What you should output is the data below, unchanged in every character.
--- START ---
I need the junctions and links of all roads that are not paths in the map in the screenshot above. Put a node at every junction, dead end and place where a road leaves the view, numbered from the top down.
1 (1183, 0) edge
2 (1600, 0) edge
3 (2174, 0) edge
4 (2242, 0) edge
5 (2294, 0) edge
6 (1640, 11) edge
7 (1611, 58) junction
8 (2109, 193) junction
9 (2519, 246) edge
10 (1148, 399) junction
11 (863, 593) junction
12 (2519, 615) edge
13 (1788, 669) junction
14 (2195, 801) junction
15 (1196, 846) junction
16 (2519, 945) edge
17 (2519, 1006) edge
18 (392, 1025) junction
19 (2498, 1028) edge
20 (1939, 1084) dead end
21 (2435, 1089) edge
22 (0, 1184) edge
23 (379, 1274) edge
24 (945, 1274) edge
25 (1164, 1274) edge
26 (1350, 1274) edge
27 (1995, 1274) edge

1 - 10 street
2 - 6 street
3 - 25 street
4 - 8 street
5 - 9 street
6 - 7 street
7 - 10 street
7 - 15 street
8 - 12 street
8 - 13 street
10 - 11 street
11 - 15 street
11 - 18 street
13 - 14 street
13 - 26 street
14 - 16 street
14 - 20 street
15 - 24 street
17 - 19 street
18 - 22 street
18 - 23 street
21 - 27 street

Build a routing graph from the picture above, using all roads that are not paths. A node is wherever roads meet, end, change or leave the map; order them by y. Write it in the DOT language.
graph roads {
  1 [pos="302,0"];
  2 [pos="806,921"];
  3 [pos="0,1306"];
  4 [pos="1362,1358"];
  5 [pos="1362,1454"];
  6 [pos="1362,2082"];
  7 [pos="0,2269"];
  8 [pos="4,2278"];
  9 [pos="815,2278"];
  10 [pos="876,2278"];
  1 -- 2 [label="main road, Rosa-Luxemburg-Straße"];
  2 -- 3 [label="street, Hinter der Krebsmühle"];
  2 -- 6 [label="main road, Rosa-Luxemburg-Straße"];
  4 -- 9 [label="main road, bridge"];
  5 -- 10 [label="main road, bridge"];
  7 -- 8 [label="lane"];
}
--- END ---
## SOLUTION FOR THIS PROBLEM
I need the junctions and links of all roads that are not paths in the map in the screenshot above. Put a node at every junction, dead end and place where a road leaves the view, numbered from the top down.
1 (1183, 0) edge
2 (1600, 0) edge
3 (2174, 0) edge
4 (2242, 0) edge
5 (2294, 0) edge
6 (1640, 11) edge
7 (1611, 58) junction
8 (2109, 193) junction
9 (2519, 246) edge
10 (1148, 399) junction
11 (863, 593) junction
12 (2519, 615) edge
13 (1788, 669) junction
14 (2195, 801) junction
15 (1196, 846) junction
16 (2519, 945) edge
17 (2519, 1006) edge
18 (392, 1025) junction
19 (2498, 1028) edge
20 (1939, 1084) dead end
21 (2435, 1089) edge
22 (0, 1184) edge
23 (379, 1274) edge
24 (945, 1274) edge
25 (1164, 1274) edge
26 (1350, 1274) edge
27 (1995, 1274) edge

1 - 10 street
2 - 6 street
3 - 25 street
4 - 8 street
5 - 9 street
6 - 7 street
7 - 10 street
7 - 15 street
8 - 12 street
8 - 13 street
10 - 11 street
11 - 15 street
11 - 18 street
13 - 14 street
13 - 26 street
14 - 16 street
14 - 20 street
15 - 24 street
17 - 19 street
18 - 22 street
18 - 23 street
21 - 27 street

Build a routing graph from the picture above, using all roads that are not paths. A node is wherever roads meet, end, change or leave the map; order them by y. Write it in the DOT language.
graph roads {
  1 [pos="302,0"];
  2 [pos="806,921"];
  3 [pos="0,1306"];
  4 [pos="1362,1358"];
  5 [pos="1362,1454"];
  6 [pos="1362,2082"];
  7 [pos="0,2269"];
  8 [pos="4,2278"];
  9 [pos="815,2278"];
  10 [pos="876,2278"];
  1 -- 2 [label="main road, Rosa-Luxemburg-Straße"];
  2 -- 3 [label="street, Hinter der Krebsmühle"];
  2 -- 6 [label="main road, Rosa-Luxemburg-Straße"];
  4 -- 9 [label="main road, bridge"];
  5 -- 10 [label="main road, bridge"];
  7 -- 8 [label="lane"];
}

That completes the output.